%%

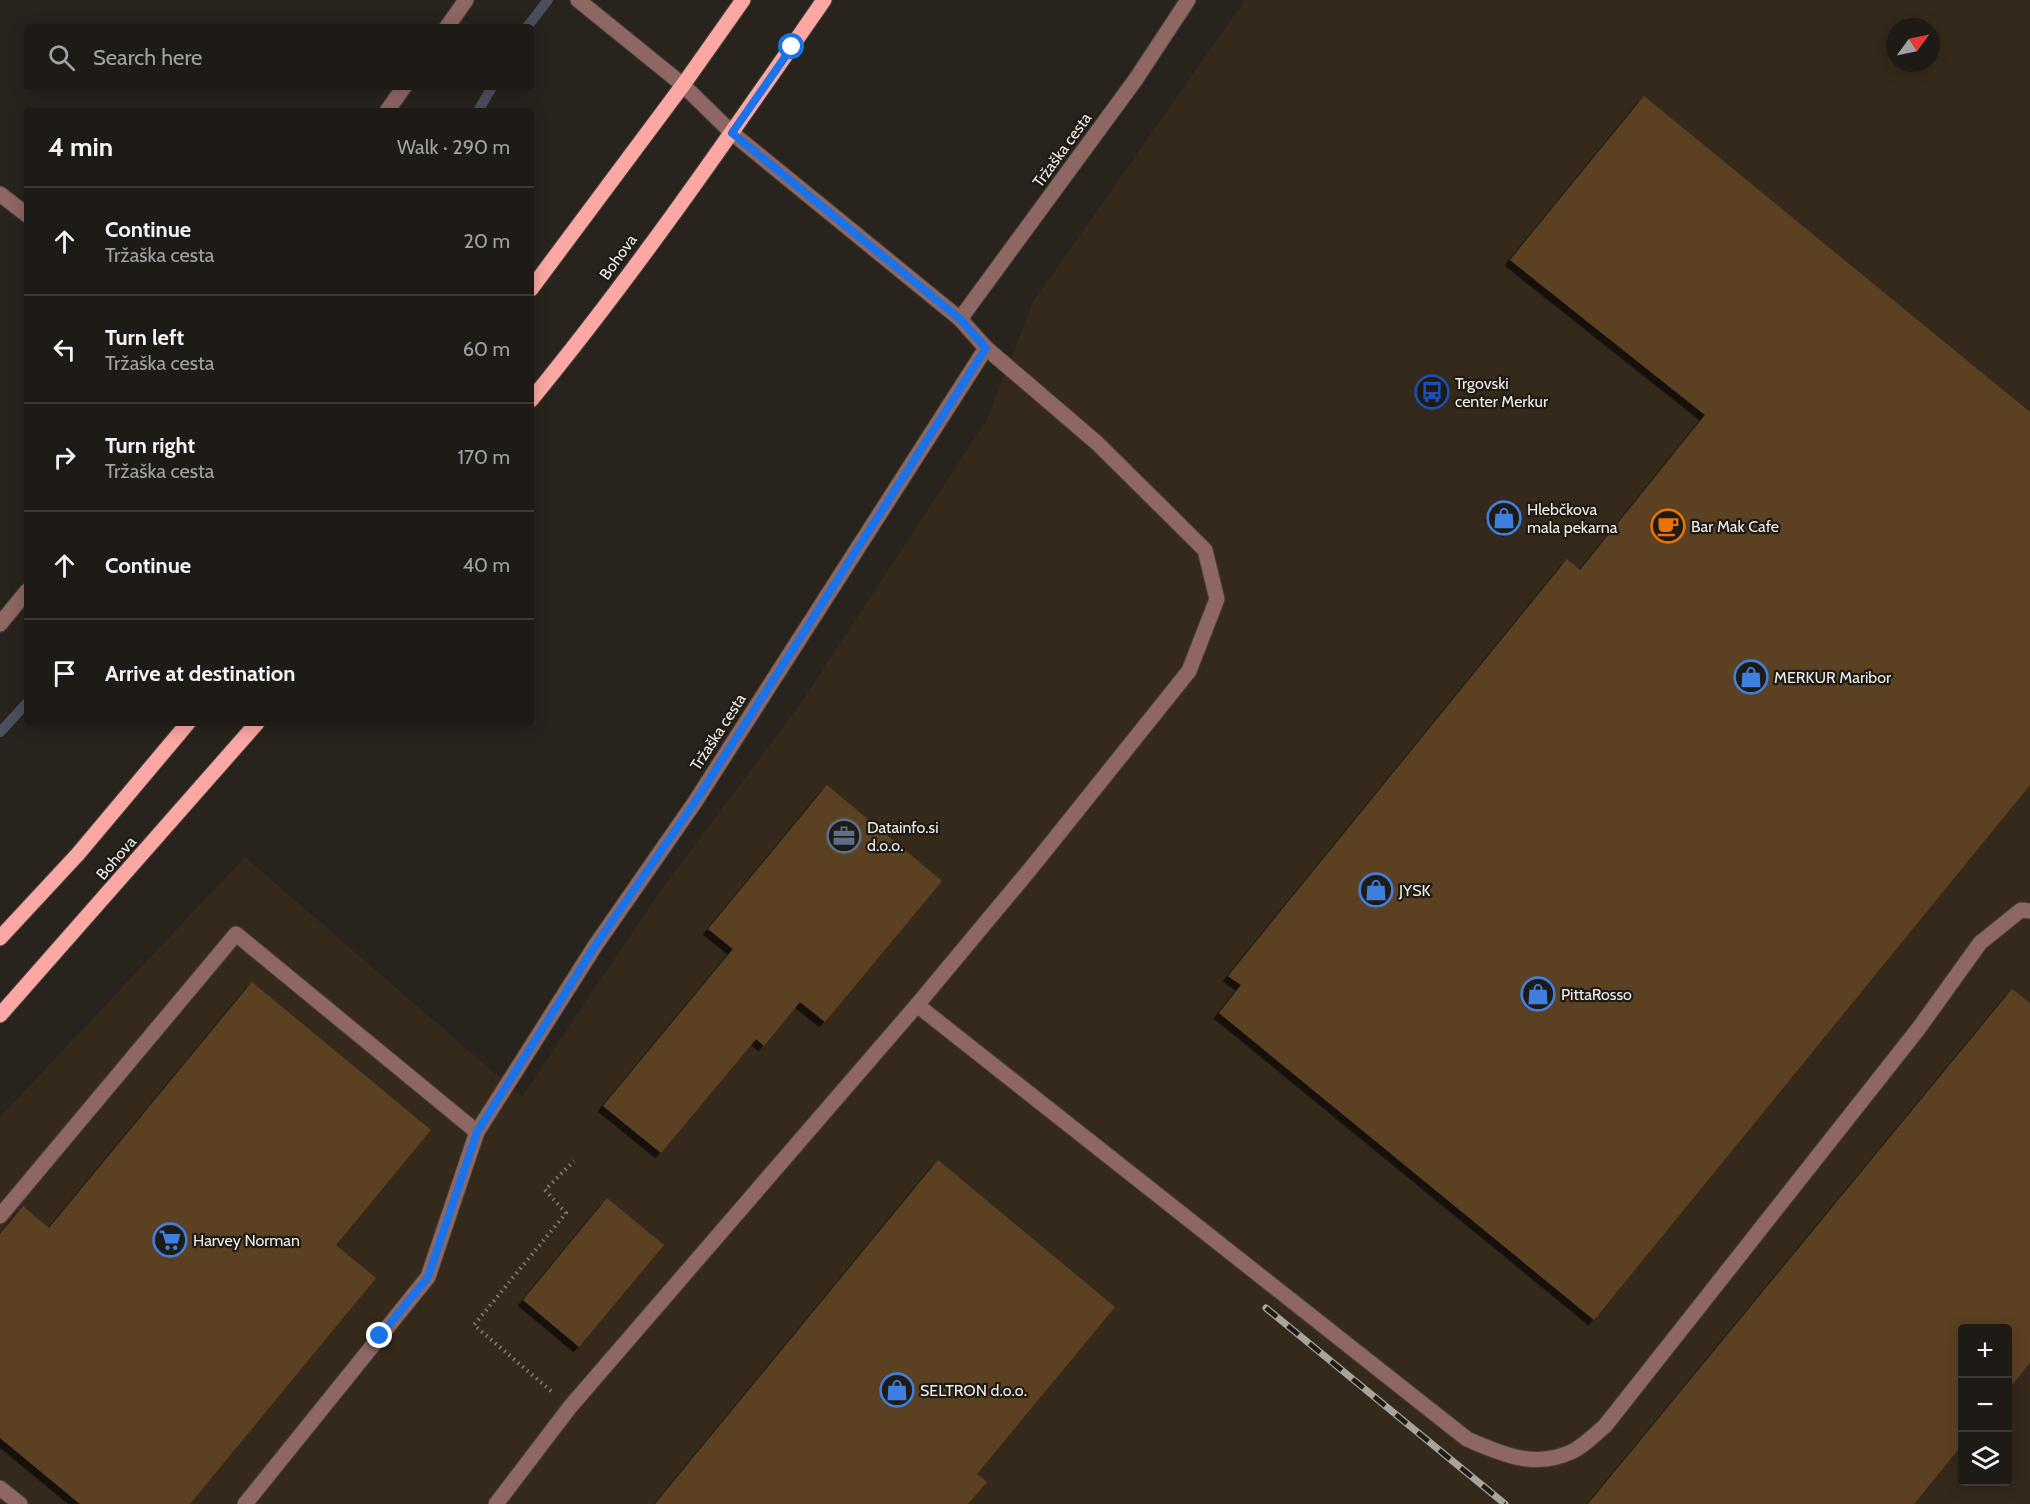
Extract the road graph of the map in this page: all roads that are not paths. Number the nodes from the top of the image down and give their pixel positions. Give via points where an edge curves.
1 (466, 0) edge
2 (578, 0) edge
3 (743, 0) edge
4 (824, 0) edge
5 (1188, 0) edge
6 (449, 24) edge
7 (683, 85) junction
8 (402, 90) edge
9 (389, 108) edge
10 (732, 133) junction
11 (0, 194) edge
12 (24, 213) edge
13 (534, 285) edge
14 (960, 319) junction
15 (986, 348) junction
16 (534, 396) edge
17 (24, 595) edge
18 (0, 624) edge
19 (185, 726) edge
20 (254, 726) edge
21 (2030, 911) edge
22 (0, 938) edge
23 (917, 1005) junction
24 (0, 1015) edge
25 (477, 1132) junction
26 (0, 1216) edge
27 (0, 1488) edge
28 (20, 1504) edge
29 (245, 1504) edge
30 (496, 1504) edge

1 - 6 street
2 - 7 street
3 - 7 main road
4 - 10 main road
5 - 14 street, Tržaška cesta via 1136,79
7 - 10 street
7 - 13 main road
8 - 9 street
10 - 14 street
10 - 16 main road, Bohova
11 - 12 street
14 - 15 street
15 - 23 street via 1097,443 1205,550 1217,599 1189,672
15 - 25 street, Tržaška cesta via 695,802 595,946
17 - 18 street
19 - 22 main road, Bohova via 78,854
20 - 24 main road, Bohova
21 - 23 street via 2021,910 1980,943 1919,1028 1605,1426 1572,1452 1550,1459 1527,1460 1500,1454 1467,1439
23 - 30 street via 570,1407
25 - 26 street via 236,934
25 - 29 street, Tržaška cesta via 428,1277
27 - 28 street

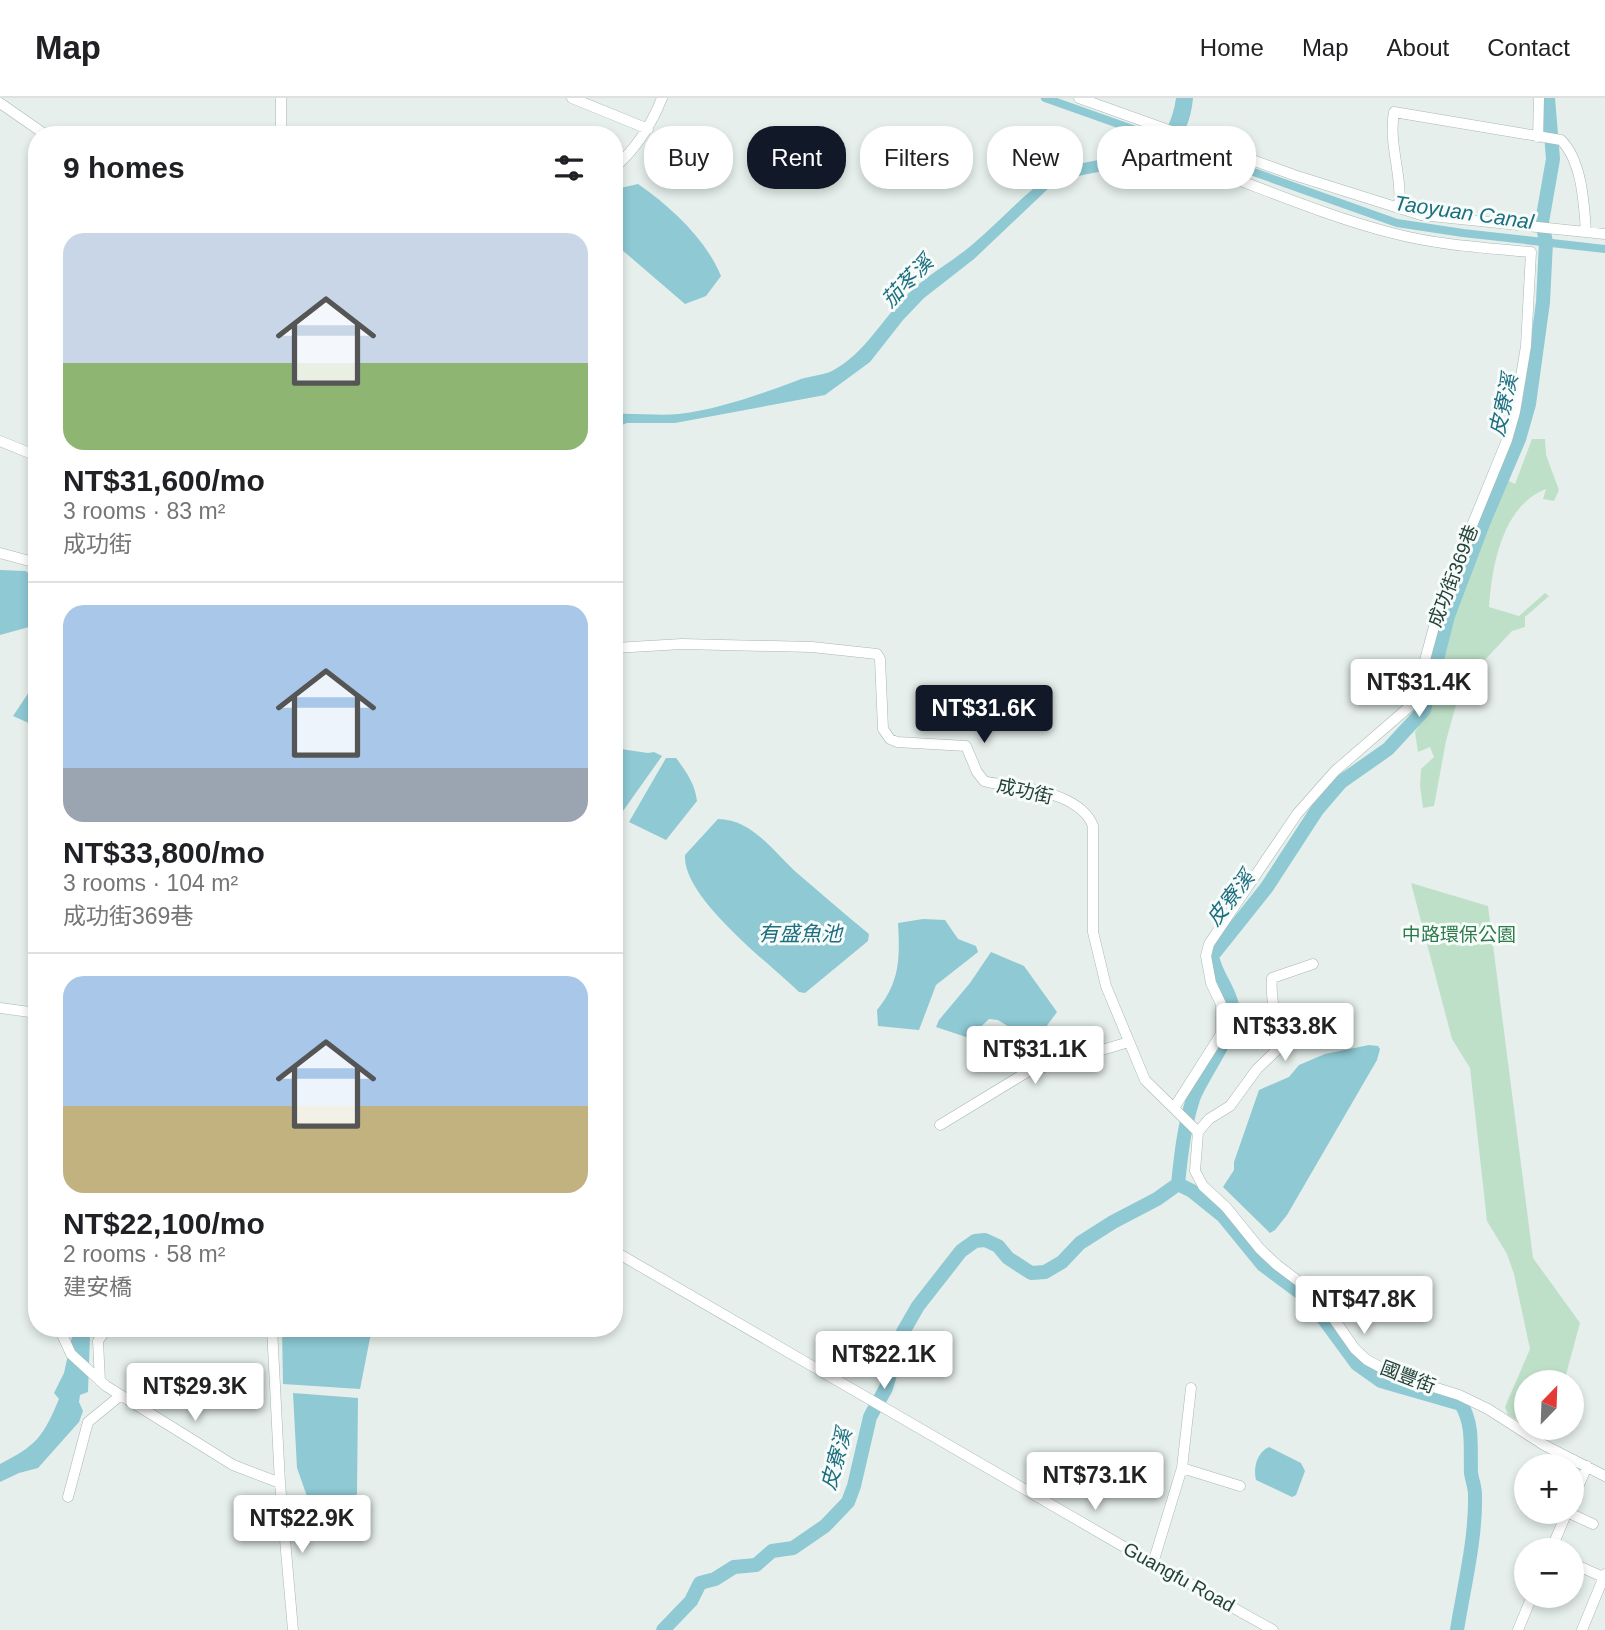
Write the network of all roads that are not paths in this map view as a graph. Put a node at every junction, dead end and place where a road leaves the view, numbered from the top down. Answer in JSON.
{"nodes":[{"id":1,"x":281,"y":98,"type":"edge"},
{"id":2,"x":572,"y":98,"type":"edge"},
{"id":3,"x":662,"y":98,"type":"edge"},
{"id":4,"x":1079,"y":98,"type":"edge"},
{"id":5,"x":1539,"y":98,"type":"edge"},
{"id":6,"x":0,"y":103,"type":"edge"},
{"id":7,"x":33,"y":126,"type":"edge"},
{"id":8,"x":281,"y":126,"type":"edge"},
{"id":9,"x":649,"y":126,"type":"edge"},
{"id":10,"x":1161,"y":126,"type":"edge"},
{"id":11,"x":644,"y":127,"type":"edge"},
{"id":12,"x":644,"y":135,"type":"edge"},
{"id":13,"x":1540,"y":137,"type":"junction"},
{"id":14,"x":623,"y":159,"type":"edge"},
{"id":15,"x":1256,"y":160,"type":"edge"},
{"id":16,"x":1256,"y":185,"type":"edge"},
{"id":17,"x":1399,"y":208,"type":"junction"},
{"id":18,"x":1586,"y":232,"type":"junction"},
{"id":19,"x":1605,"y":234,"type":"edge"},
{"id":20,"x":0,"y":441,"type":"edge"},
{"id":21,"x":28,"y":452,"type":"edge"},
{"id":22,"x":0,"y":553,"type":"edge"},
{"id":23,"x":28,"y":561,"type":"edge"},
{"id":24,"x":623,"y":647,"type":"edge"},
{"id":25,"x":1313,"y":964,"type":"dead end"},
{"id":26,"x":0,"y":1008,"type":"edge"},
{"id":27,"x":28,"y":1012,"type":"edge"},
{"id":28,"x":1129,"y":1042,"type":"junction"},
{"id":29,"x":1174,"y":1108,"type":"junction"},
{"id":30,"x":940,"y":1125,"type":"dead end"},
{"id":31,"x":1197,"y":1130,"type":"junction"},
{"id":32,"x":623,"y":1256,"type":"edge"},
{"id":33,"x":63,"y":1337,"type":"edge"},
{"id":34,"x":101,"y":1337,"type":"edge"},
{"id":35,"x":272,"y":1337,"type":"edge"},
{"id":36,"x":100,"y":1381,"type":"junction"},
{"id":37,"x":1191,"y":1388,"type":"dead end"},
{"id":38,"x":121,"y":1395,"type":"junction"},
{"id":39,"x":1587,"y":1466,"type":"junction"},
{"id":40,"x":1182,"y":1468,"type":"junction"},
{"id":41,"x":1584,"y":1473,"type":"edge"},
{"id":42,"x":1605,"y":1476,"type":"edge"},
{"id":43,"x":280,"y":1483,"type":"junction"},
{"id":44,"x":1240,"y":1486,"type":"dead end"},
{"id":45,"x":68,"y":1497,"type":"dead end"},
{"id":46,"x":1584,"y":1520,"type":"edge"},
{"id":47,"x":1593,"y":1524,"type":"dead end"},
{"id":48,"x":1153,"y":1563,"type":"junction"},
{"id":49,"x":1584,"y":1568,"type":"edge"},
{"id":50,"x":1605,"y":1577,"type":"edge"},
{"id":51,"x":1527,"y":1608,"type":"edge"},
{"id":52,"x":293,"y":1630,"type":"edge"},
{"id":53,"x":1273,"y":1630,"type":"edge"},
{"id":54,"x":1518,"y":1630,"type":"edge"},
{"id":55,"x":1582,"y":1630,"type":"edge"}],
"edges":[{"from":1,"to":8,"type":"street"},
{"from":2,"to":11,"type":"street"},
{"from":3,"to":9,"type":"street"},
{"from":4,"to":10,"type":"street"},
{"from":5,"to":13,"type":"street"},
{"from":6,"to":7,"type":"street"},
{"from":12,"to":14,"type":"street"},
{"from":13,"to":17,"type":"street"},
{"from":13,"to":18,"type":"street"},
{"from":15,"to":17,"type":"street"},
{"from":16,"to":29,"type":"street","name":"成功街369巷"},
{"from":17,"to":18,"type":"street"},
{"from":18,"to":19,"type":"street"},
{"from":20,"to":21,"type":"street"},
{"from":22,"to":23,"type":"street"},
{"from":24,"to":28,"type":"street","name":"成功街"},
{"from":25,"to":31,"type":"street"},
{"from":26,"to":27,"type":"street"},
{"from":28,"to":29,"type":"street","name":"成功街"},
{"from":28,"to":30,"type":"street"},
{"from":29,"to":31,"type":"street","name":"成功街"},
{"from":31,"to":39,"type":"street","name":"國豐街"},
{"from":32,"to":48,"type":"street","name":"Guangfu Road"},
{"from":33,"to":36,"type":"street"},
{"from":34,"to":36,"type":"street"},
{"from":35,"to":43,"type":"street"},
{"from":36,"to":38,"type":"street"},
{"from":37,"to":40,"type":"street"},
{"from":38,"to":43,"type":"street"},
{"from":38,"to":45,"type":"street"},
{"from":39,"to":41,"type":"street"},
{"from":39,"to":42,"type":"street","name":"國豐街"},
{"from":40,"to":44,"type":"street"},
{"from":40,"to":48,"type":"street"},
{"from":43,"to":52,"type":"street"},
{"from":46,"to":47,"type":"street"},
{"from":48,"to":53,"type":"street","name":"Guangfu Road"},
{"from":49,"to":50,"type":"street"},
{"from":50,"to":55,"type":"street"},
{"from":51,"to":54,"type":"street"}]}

%%

Exercise directions -> Give back the records above exactly, with no pictures.

Written response ->
Extract the road graph of the map in this page: all roads that are not paths. Number the nodes from the top of the image down and give their pixel positions. Give via points where an edge curves.
1 (466, 0) edge
2 (578, 0) edge
3 (743, 0) edge
4 (824, 0) edge
5 (1188, 0) edge
6 (449, 24) edge
7 (683, 85) junction
8 (402, 90) edge
9 (389, 108) edge
10 (732, 133) junction
11 (0, 194) edge
12 (24, 213) edge
13 (534, 285) edge
14 (960, 319) junction
15 (986, 348) junction
16 (534, 396) edge
17 (24, 595) edge
18 (0, 624) edge
19 (185, 726) edge
20 (254, 726) edge
21 (2030, 911) edge
22 (0, 938) edge
23 (917, 1005) junction
24 (0, 1015) edge
25 (477, 1132) junction
26 (0, 1216) edge
27 (0, 1488) edge
28 (20, 1504) edge
29 (245, 1504) edge
30 (496, 1504) edge

1 - 6 street
2 - 7 street
3 - 7 main road
4 - 10 main road
5 - 14 street, Tržaška cesta via 1136,79
7 - 10 street
7 - 13 main road
8 - 9 street
10 - 14 street
10 - 16 main road, Bohova
11 - 12 street
14 - 15 street
15 - 23 street via 1097,443 1205,550 1217,599 1189,672
15 - 25 street, Tržaška cesta via 695,802 595,946
17 - 18 street
19 - 22 main road, Bohova via 78,854
20 - 24 main road, Bohova
21 - 23 street via 2021,910 1980,943 1919,1028 1605,1426 1572,1452 1550,1459 1527,1460 1500,1454 1467,1439
23 - 30 street via 570,1407
25 - 26 street via 236,934
25 - 29 street, Tržaška cesta via 428,1277
27 - 28 street

Write the network of all roads that are not paths in this map view as a graph. Put a node at every junction, dead end and place where a road leaves the view, numbered from the top down. Answer in JSON.
{"nodes":[{"id":1,"x":281,"y":98,"type":"edge"},
{"id":2,"x":572,"y":98,"type":"edge"},
{"id":3,"x":662,"y":98,"type":"edge"},
{"id":4,"x":1079,"y":98,"type":"edge"},
{"id":5,"x":1539,"y":98,"type":"edge"},
{"id":6,"x":0,"y":103,"type":"edge"},
{"id":7,"x":33,"y":126,"type":"edge"},
{"id":8,"x":281,"y":126,"type":"edge"},
{"id":9,"x":649,"y":126,"type":"edge"},
{"id":10,"x":1161,"y":126,"type":"edge"},
{"id":11,"x":644,"y":127,"type":"edge"},
{"id":12,"x":644,"y":135,"type":"edge"},
{"id":13,"x":1540,"y":137,"type":"junction"},
{"id":14,"x":623,"y":159,"type":"edge"},
{"id":15,"x":1256,"y":160,"type":"edge"},
{"id":16,"x":1256,"y":185,"type":"edge"},
{"id":17,"x":1399,"y":208,"type":"junction"},
{"id":18,"x":1586,"y":232,"type":"junction"},
{"id":19,"x":1605,"y":234,"type":"edge"},
{"id":20,"x":0,"y":441,"type":"edge"},
{"id":21,"x":28,"y":452,"type":"edge"},
{"id":22,"x":0,"y":553,"type":"edge"},
{"id":23,"x":28,"y":561,"type":"edge"},
{"id":24,"x":623,"y":647,"type":"edge"},
{"id":25,"x":1313,"y":964,"type":"dead end"},
{"id":26,"x":0,"y":1008,"type":"edge"},
{"id":27,"x":28,"y":1012,"type":"edge"},
{"id":28,"x":1129,"y":1042,"type":"junction"},
{"id":29,"x":1174,"y":1108,"type":"junction"},
{"id":30,"x":940,"y":1125,"type":"dead end"},
{"id":31,"x":1197,"y":1130,"type":"junction"},
{"id":32,"x":623,"y":1256,"type":"edge"},
{"id":33,"x":63,"y":1337,"type":"edge"},
{"id":34,"x":101,"y":1337,"type":"edge"},
{"id":35,"x":272,"y":1337,"type":"edge"},
{"id":36,"x":100,"y":1381,"type":"junction"},
{"id":37,"x":1191,"y":1388,"type":"dead end"},
{"id":38,"x":121,"y":1395,"type":"junction"},
{"id":39,"x":1587,"y":1466,"type":"junction"},
{"id":40,"x":1182,"y":1468,"type":"junction"},
{"id":41,"x":1584,"y":1473,"type":"edge"},
{"id":42,"x":1605,"y":1476,"type":"edge"},
{"id":43,"x":280,"y":1483,"type":"junction"},
{"id":44,"x":1240,"y":1486,"type":"dead end"},
{"id":45,"x":68,"y":1497,"type":"dead end"},
{"id":46,"x":1584,"y":1520,"type":"edge"},
{"id":47,"x":1593,"y":1524,"type":"dead end"},
{"id":48,"x":1153,"y":1563,"type":"junction"},
{"id":49,"x":1584,"y":1568,"type":"edge"},
{"id":50,"x":1605,"y":1577,"type":"edge"},
{"id":51,"x":1527,"y":1608,"type":"edge"},
{"id":52,"x":293,"y":1630,"type":"edge"},
{"id":53,"x":1273,"y":1630,"type":"edge"},
{"id":54,"x":1518,"y":1630,"type":"edge"},
{"id":55,"x":1582,"y":1630,"type":"edge"}],
"edges":[{"from":1,"to":8,"type":"street"},
{"from":2,"to":11,"type":"street"},
{"from":3,"to":9,"type":"street"},
{"from":4,"to":10,"type":"street"},
{"from":5,"to":13,"type":"street"},
{"from":6,"to":7,"type":"street"},
{"from":12,"to":14,"type":"street"},
{"from":13,"to":17,"type":"street"},
{"from":13,"to":18,"type":"street"},
{"from":15,"to":17,"type":"street"},
{"from":16,"to":29,"type":"street","name":"成功街369巷"},
{"from":17,"to":18,"type":"street"},
{"from":18,"to":19,"type":"street"},
{"from":20,"to":21,"type":"street"},
{"from":22,"to":23,"type":"street"},
{"from":24,"to":28,"type":"street","name":"成功街"},
{"from":25,"to":31,"type":"street"},
{"from":26,"to":27,"type":"street"},
{"from":28,"to":29,"type":"street","name":"成功街"},
{"from":28,"to":30,"type":"street"},
{"from":29,"to":31,"type":"street","name":"成功街"},
{"from":31,"to":39,"type":"street","name":"國豐街"},
{"from":32,"to":48,"type":"street","name":"Guangfu Road"},
{"from":33,"to":36,"type":"street"},
{"from":34,"to":36,"type":"street"},
{"from":35,"to":43,"type":"street"},
{"from":36,"to":38,"type":"street"},
{"from":37,"to":40,"type":"street"},
{"from":38,"to":43,"type":"street"},
{"from":38,"to":45,"type":"street"},
{"from":39,"to":41,"type":"street"},
{"from":39,"to":42,"type":"street","name":"國豐街"},
{"from":40,"to":44,"type":"street"},
{"from":40,"to":48,"type":"street"},
{"from":43,"to":52,"type":"street"},
{"from":46,"to":47,"type":"street"},
{"from":48,"to":53,"type":"street","name":"Guangfu Road"},
{"from":49,"to":50,"type":"street"},
{"from":50,"to":55,"type":"street"},
{"from":51,"to":54,"type":"street"}]}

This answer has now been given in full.